### EXERCISE INSTRUCTIONS
Scan the entries below for the word "Street". Copy out every line in which it occurs.

*** Begin section ***

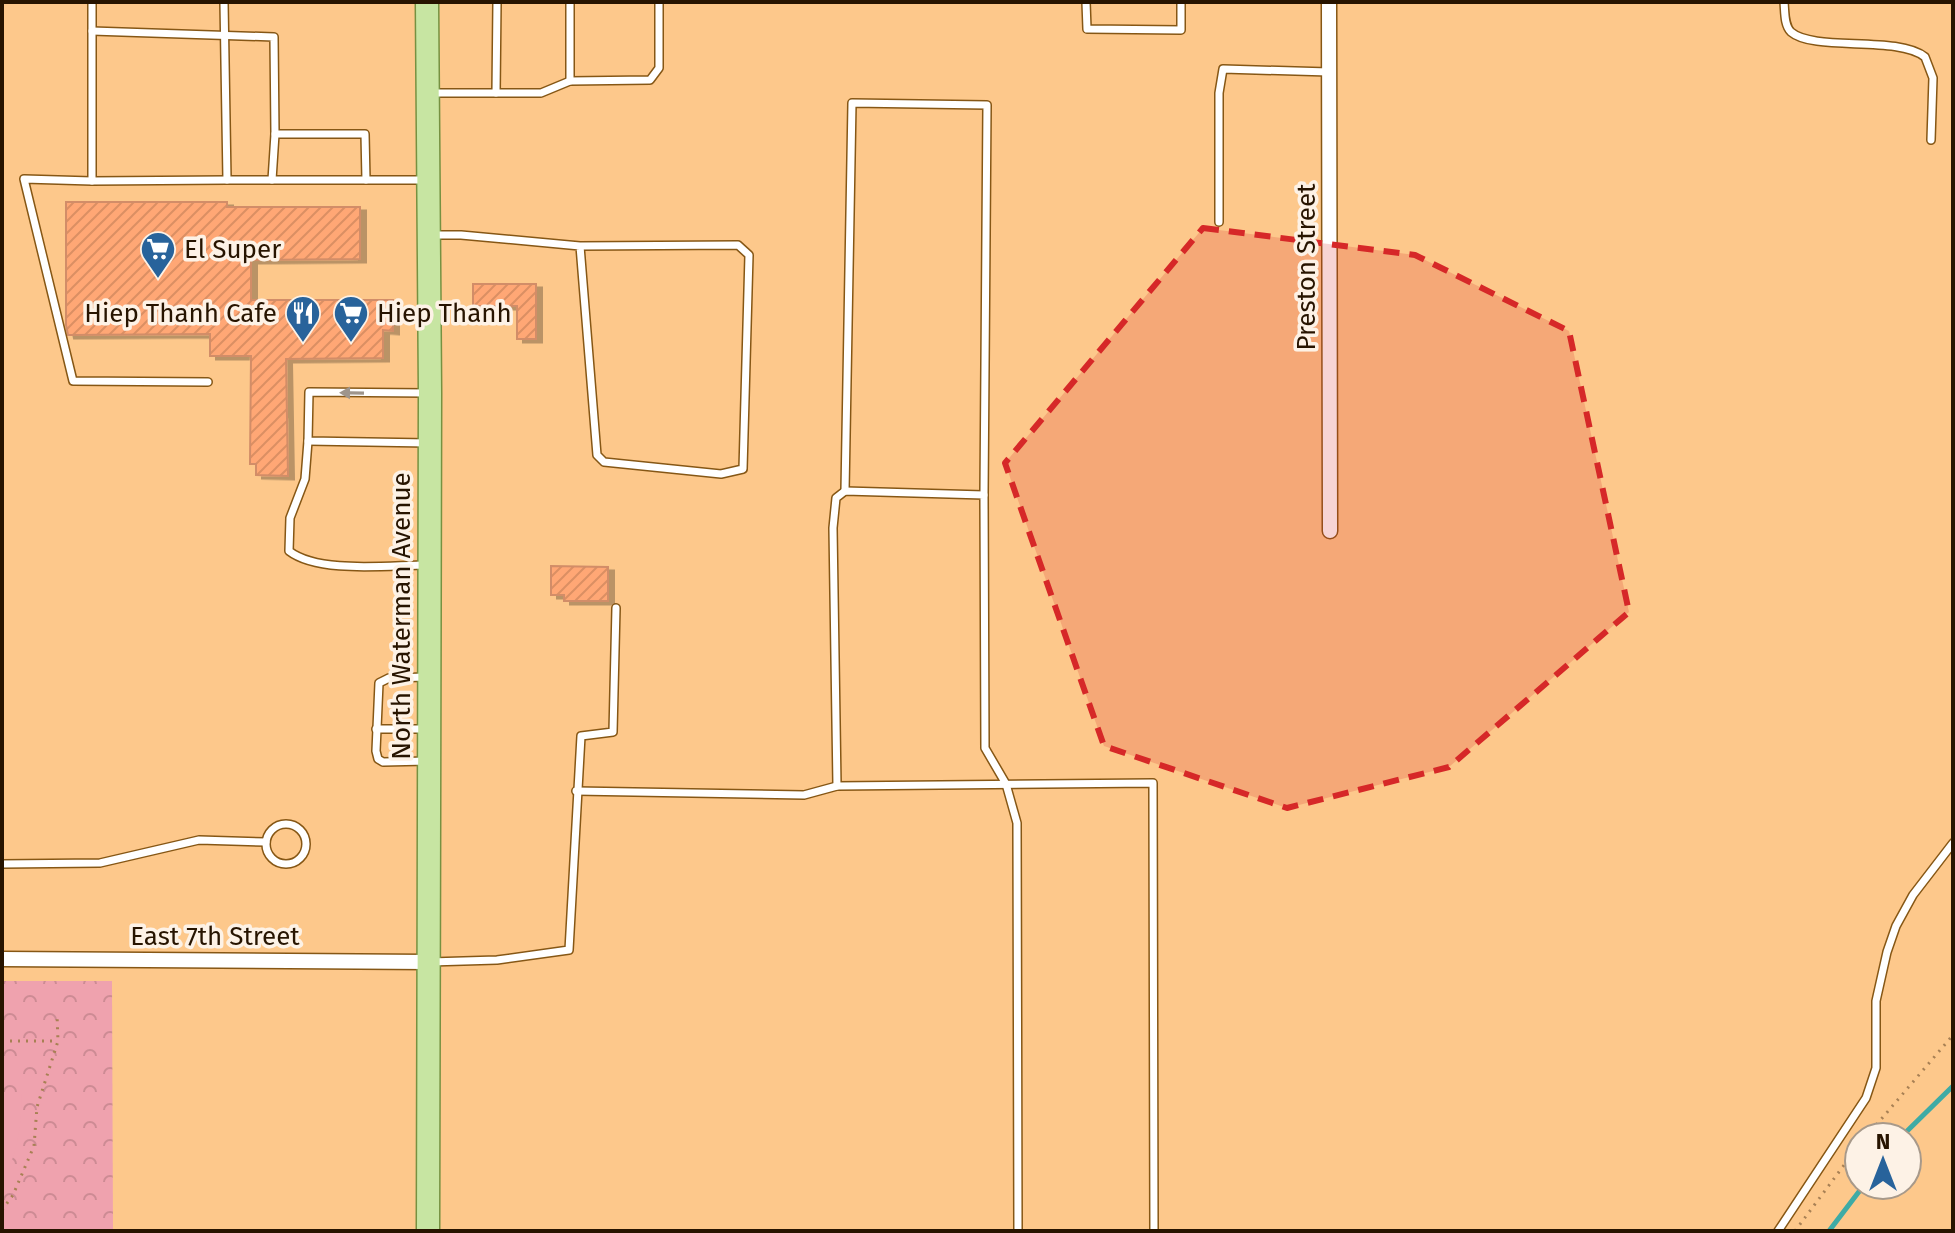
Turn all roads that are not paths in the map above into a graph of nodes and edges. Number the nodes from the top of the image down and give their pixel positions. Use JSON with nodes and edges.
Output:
{"nodes":[{"id":1,"x":92,"y":2,"type":"edge"},
{"id":2,"x":224,"y":2,"type":"edge"},
{"id":3,"x":427,"y":2,"type":"edge"},
{"id":4,"x":497,"y":2,"type":"edge"},
{"id":5,"x":570,"y":2,"type":"edge"},
{"id":6,"x":659,"y":2,"type":"edge"},
{"id":7,"x":1086,"y":2,"type":"edge"},
{"id":8,"x":1181,"y":2,"type":"edge"},
{"id":9,"x":1329,"y":2,"type":"edge"},
{"id":10,"x":1784,"y":2,"type":"edge"},
{"id":11,"x":92,"y":31,"type":"junction"},
{"id":12,"x":224,"y":35,"type":"junction"},
{"id":13,"x":1329,"y":72,"type":"junction"},
{"id":14,"x":570,"y":81,"type":"junction"},
{"id":15,"x":428,"y":93,"type":"junction"},
{"id":16,"x":496,"y":93,"type":"junction"},
{"id":17,"x":275,"y":134,"type":"junction"},
{"id":18,"x":1931,"y":140,"type":"dead end"},
{"id":19,"x":227,"y":180,"type":"junction"},
{"id":20,"x":272,"y":180,"type":"junction"},
{"id":21,"x":366,"y":180,"type":"junction"},
{"id":22,"x":429,"y":180,"type":"junction"},
{"id":23,"x":92,"y":181,"type":"junction"},
{"id":24,"x":1219,"y":222,"type":"dead end"},
{"id":25,"x":429,"y":235,"type":"junction"},
{"id":26,"x":580,"y":246,"type":"junction"},
{"id":27,"x":208,"y":382,"type":"dead end"},
{"id":28,"x":430,"y":393,"type":"junction"},
{"id":29,"x":308,"y":441,"type":"junction"},
{"id":30,"x":430,"y":443,"type":"junction"},
{"id":31,"x":845,"y":491,"type":"junction"},
{"id":32,"x":984,"y":495,"type":"junction"},
{"id":33,"x":1330,"y":531,"type":"dead end"},
{"id":34,"x":429,"y":565,"type":"junction"},
{"id":35,"x":616,"y":608,"type":"dead end"},
{"id":36,"x":429,"y":677,"type":"junction"},
{"id":37,"x":376,"y":729,"type":"junction"},
{"id":38,"x":429,"y":729,"type":"junction"},
{"id":39,"x":429,"y":761,"type":"junction"},
{"id":40,"x":1006,"y":784,"type":"junction"},
{"id":41,"x":837,"y":786,"type":"junction"},
{"id":42,"x":576,"y":791,"type":"junction"},
{"id":43,"x":266,"y":842,"type":"junction"},
{"id":44,"x":1953,"y":843,"type":"edge"},
{"id":45,"x":2,"y":864,"type":"edge"},
{"id":46,"x":2,"y":959,"type":"edge"},
{"id":47,"x":428,"y":962,"type":"junction"},
{"id":48,"x":428,"y":1231,"type":"edge"},
{"id":49,"x":1018,"y":1231,"type":"edge"},
{"id":50,"x":1154,"y":1231,"type":"edge"},
{"id":51,"x":1778,"y":1231,"type":"edge"}],
"edges":[{"from":1,"to":11,"type":"lane"},
{"from":2,"to":12,"type":"lane"},
{"from":3,"to":15,"type":"main road","name":"North Waterman Avenue"},
{"from":4,"to":16,"type":"lane"},
{"from":5,"to":14,"type":"lane"},
{"from":6,"to":14,"type":"lane"},
{"from":7,"to":8,"type":"lane"},
{"from":9,"to":13,"type":"street","name":"Preston Street"},
{"from":10,"to":18,"type":"lane"},
{"from":11,"to":12,"type":"lane"},
{"from":11,"to":23,"type":"lane"},
{"from":12,"to":17,"type":"lane"},
{"from":12,"to":19,"type":"lane"},
{"from":13,"to":24,"type":"lane"},
{"from":13,"to":33,"type":"street","name":"Preston Street"},
{"from":14,"to":16,"type":"lane"},
{"from":15,"to":16,"type":"lane"},
{"from":15,"to":22,"type":"main road","name":"North Waterman Avenue"},
{"from":17,"to":20,"type":"lane"},
{"from":17,"to":21,"type":"lane"},
{"from":19,"to":20,"type":"lane"},
{"from":19,"to":23,"type":"lane"},
{"from":20,"to":21,"type":"lane"},
{"from":21,"to":22,"type":"lane"},
{"from":22,"to":25,"type":"main road","name":"North Waterman Avenue"},
{"from":23,"to":27,"type":"lane"},
{"from":25,"to":26,"type":"lane"},
{"from":25,"to":28,"type":"main road","name":"North Waterman Avenue"},
{"from":26,"to":26,"type":"lane"},
{"from":28,"to":29,"type":"lane","one_way":true},
{"from":28,"to":30,"type":"main road","name":"North Waterman Avenue"},
{"from":29,"to":30,"type":"lane"},
{"from":29,"to":34,"type":"lane"},
{"from":30,"to":34,"type":"main road","name":"North Waterman Avenue"},
{"from":31,"to":32,"type":"lane"},
{"from":31,"to":32,"type":"lane"},
{"from":31,"to":41,"type":"lane"},
{"from":32,"to":40,"type":"lane"},
{"from":34,"to":36,"type":"main road","name":"North Waterman Avenue"},
{"from":35,"to":42,"type":"lane"},
{"from":36,"to":37,"type":"lane"},
{"from":36,"to":38,"type":"main road","name":"North Waterman Avenue"},
{"from":37,"to":38,"type":"lane"},
{"from":37,"to":39,"type":"lane"},
{"from":38,"to":39,"type":"main road","name":"North Waterman Avenue"},
{"from":39,"to":47,"type":"main road","name":"North Waterman Avenue"},
{"from":40,"to":41,"type":"lane"},
{"from":40,"to":49,"type":"lane"},
{"from":40,"to":50,"type":"lane"},
{"from":41,"to":42,"type":"lane"},
{"from":42,"to":47,"type":"lane"},
{"from":43,"to":43,"type":"lane"},
{"from":43,"to":45,"type":"lane"},
{"from":44,"to":51,"type":"lane"},
{"from":46,"to":47,"type":"street","name":"East 7th Street"},
{"from":47,"to":48,"type":"main road","name":"North Waterman Avenue"}]}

*** End section ***

### WRITTEN SOLUTION
{"from":9,"to":13,"type":"street","name":"Preston Street"},
{"from":13,"to":33,"type":"street","name":"Preston Street"},
{"from":46,"to":47,"type":"street","name":"East 7th Street"},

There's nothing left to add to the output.